- EXERCISE PROMPT:
Transcribe each record below word for word.

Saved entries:
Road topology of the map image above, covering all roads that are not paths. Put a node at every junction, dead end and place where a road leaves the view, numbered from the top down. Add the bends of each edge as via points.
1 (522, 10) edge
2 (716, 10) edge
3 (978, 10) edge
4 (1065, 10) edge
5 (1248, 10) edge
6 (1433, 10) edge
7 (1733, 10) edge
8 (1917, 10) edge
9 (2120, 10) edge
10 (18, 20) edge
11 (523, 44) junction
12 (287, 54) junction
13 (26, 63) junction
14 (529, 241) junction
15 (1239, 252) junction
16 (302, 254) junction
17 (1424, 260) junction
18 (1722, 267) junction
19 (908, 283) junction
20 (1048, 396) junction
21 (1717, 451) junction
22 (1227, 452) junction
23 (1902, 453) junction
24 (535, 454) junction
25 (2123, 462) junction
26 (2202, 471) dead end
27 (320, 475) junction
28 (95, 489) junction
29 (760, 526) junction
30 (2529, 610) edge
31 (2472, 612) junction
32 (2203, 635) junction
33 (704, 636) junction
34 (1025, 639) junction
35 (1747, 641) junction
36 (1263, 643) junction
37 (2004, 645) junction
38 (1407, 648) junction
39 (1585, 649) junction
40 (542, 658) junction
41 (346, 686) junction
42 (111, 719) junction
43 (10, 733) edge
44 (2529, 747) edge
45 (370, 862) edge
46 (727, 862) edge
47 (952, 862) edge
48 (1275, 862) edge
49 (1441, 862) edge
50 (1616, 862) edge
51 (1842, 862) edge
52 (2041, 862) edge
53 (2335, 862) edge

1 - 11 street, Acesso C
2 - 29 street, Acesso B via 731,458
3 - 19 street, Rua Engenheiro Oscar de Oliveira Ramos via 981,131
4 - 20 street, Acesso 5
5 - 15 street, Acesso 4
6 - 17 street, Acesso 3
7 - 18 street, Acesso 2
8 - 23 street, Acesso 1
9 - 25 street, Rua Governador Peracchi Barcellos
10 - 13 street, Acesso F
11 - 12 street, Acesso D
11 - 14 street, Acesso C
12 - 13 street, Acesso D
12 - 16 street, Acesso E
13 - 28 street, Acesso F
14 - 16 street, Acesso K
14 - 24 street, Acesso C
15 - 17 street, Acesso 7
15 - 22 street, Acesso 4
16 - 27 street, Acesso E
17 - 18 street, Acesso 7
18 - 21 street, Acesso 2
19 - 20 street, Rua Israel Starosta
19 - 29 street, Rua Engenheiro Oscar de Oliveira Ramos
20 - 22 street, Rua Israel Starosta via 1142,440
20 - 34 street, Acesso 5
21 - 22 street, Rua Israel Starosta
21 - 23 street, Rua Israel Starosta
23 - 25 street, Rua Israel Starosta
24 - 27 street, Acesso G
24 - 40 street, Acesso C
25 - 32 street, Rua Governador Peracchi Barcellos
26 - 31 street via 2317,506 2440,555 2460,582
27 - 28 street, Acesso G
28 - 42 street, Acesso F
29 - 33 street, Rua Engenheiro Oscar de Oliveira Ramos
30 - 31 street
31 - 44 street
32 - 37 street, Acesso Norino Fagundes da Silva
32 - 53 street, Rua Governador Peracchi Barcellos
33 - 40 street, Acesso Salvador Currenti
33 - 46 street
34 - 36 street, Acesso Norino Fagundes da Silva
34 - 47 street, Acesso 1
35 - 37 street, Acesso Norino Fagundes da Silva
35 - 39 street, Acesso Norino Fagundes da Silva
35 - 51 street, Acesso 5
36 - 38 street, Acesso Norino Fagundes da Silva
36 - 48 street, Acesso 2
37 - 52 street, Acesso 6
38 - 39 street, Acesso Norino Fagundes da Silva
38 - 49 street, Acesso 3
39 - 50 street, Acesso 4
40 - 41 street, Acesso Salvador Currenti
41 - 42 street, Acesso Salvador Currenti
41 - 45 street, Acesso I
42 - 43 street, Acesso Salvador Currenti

- RESULT FOR THIS TASK:
Road topology of the map image above, covering all roads that are not paths. Put a node at every junction, dead end and place where a road leaves the view, numbered from the top down. Add the bends of each edge as via points.
1 (522, 10) edge
2 (716, 10) edge
3 (978, 10) edge
4 (1065, 10) edge
5 (1248, 10) edge
6 (1433, 10) edge
7 (1733, 10) edge
8 (1917, 10) edge
9 (2120, 10) edge
10 (18, 20) edge
11 (523, 44) junction
12 (287, 54) junction
13 (26, 63) junction
14 (529, 241) junction
15 (1239, 252) junction
16 (302, 254) junction
17 (1424, 260) junction
18 (1722, 267) junction
19 (908, 283) junction
20 (1048, 396) junction
21 (1717, 451) junction
22 (1227, 452) junction
23 (1902, 453) junction
24 (535, 454) junction
25 (2123, 462) junction
26 (2202, 471) dead end
27 (320, 475) junction
28 (95, 489) junction
29 (760, 526) junction
30 (2529, 610) edge
31 (2472, 612) junction
32 (2203, 635) junction
33 (704, 636) junction
34 (1025, 639) junction
35 (1747, 641) junction
36 (1263, 643) junction
37 (2004, 645) junction
38 (1407, 648) junction
39 (1585, 649) junction
40 (542, 658) junction
41 (346, 686) junction
42 (111, 719) junction
43 (10, 733) edge
44 (2529, 747) edge
45 (370, 862) edge
46 (727, 862) edge
47 (952, 862) edge
48 (1275, 862) edge
49 (1441, 862) edge
50 (1616, 862) edge
51 (1842, 862) edge
52 (2041, 862) edge
53 (2335, 862) edge

1 - 11 street, Acesso C
2 - 29 street, Acesso B via 731,458
3 - 19 street, Rua Engenheiro Oscar de Oliveira Ramos via 981,131
4 - 20 street, Acesso 5
5 - 15 street, Acesso 4
6 - 17 street, Acesso 3
7 - 18 street, Acesso 2
8 - 23 street, Acesso 1
9 - 25 street, Rua Governador Peracchi Barcellos
10 - 13 street, Acesso F
11 - 12 street, Acesso D
11 - 14 street, Acesso C
12 - 13 street, Acesso D
12 - 16 street, Acesso E
13 - 28 street, Acesso F
14 - 16 street, Acesso K
14 - 24 street, Acesso C
15 - 17 street, Acesso 7
15 - 22 street, Acesso 4
16 - 27 street, Acesso E
17 - 18 street, Acesso 7
18 - 21 street, Acesso 2
19 - 20 street, Rua Israel Starosta
19 - 29 street, Rua Engenheiro Oscar de Oliveira Ramos
20 - 22 street, Rua Israel Starosta via 1142,440
20 - 34 street, Acesso 5
21 - 22 street, Rua Israel Starosta
21 - 23 street, Rua Israel Starosta
23 - 25 street, Rua Israel Starosta
24 - 27 street, Acesso G
24 - 40 street, Acesso C
25 - 32 street, Rua Governador Peracchi Barcellos
26 - 31 street via 2317,506 2440,555 2460,582
27 - 28 street, Acesso G
28 - 42 street, Acesso F
29 - 33 street, Rua Engenheiro Oscar de Oliveira Ramos
30 - 31 street
31 - 44 street
32 - 37 street, Acesso Norino Fagundes da Silva
32 - 53 street, Rua Governador Peracchi Barcellos
33 - 40 street, Acesso Salvador Currenti
33 - 46 street
34 - 36 street, Acesso Norino Fagundes da Silva
34 - 47 street, Acesso 1
35 - 37 street, Acesso Norino Fagundes da Silva
35 - 39 street, Acesso Norino Fagundes da Silva
35 - 51 street, Acesso 5
36 - 38 street, Acesso Norino Fagundes da Silva
36 - 48 street, Acesso 2
37 - 52 street, Acesso 6
38 - 39 street, Acesso Norino Fagundes da Silva
38 - 49 street, Acesso 3
39 - 50 street, Acesso 4
40 - 41 street, Acesso Salvador Currenti
41 - 42 street, Acesso Salvador Currenti
41 - 45 street, Acesso I
42 - 43 street, Acesso Salvador Currenti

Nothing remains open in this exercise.